1. Mgz, We are the Beri Beri
“Mi chiamo Gennaro / mi chiamo Renato / sono il Beri Beri più rovinato”. Liberato dal vivo alla radio, e catturato nella recente raccolta La Bolla – Greatest Hits, è un implacabile heavy-techno-rap con l’effetto collaterale di ricordarci la voluttà di formare una tribù: una qualunque, purché in grado di marcare il territorio della gioventù casinara e formare un recinto d’appartenenza al di là della gabbia familiare. Un rito di passaggio scandito con precisione da un implausibile extraterrestre genovese, e scaraventato su un baccano dance saltato in padella: mirabile!
2. The Drums, It will all end in tears
Una band all’inizio è una tribù in sedicesimo: amici, compagni di studi, parenti elettivi uniti da gusti comuni.

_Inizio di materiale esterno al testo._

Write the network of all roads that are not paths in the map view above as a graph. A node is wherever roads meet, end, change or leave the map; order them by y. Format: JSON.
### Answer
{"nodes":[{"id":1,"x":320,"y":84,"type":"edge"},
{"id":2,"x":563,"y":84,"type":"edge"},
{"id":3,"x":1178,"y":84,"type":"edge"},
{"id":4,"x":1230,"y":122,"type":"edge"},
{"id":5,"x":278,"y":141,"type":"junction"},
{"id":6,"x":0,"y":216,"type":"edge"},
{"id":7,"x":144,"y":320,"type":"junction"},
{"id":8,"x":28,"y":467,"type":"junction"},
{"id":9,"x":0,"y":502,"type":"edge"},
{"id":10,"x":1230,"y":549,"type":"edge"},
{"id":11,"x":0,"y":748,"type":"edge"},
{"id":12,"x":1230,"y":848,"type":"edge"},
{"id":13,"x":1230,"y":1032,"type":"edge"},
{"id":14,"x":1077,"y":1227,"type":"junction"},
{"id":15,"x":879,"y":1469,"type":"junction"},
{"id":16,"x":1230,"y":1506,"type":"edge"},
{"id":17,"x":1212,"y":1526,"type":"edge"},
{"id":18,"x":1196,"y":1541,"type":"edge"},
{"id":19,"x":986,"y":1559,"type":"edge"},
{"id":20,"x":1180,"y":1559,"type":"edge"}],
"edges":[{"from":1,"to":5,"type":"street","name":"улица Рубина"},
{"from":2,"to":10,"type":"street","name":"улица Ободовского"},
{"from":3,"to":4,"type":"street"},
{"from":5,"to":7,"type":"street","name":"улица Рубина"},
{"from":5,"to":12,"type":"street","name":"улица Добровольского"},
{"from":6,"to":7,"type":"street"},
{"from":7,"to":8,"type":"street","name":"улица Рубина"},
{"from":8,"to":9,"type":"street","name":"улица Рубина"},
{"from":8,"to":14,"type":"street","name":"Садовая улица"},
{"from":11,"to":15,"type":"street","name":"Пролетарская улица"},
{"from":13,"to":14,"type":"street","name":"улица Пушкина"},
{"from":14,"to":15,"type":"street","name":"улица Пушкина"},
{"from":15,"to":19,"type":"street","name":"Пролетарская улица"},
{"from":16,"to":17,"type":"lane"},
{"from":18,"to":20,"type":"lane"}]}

Poi, magari, arriva il successo: e allora la favola si sfalda. Per questo poi molti vanno alla ricerca delle band da piccole: le loro narrazioni sono più nitide, le idee più forti. I Drums sono la Band di Brooklyn (luogo comune alt.rock) in carica, e suonano come dei surfer dolcemente depressi seduti sui sassi, a scrutare un vasto orizzonte di riverberi e possibilità. Il mare è verdognolo e freddo, e sanno di poterlo cavalcare. L’album esce il 7 giugno.
3. The Black Keys, Sinister kid
Famolo vintage. A un certo punto ti accorgi che il presente non ti basta, e ricominci dalle sneaker di quando eri moccioso, dalla voglia di vinile, dalle regressioni che quando ti sentivi più avanti ti negavi. Questo stimato duo dell’Ohio lavora su un’ipotesi di passato glorioso, a base di ferraglia, rock & soul, gran rullanti, chitarre zeppe di riferimenti. Sempre tesi, come diceva il personaggio di Verdone. Ma a cosa? Non lo sanno bene neanche loro; ma a giudicare da Brothers, sta funzionando; suonano fieri di avere il sound più profondo in circolazione.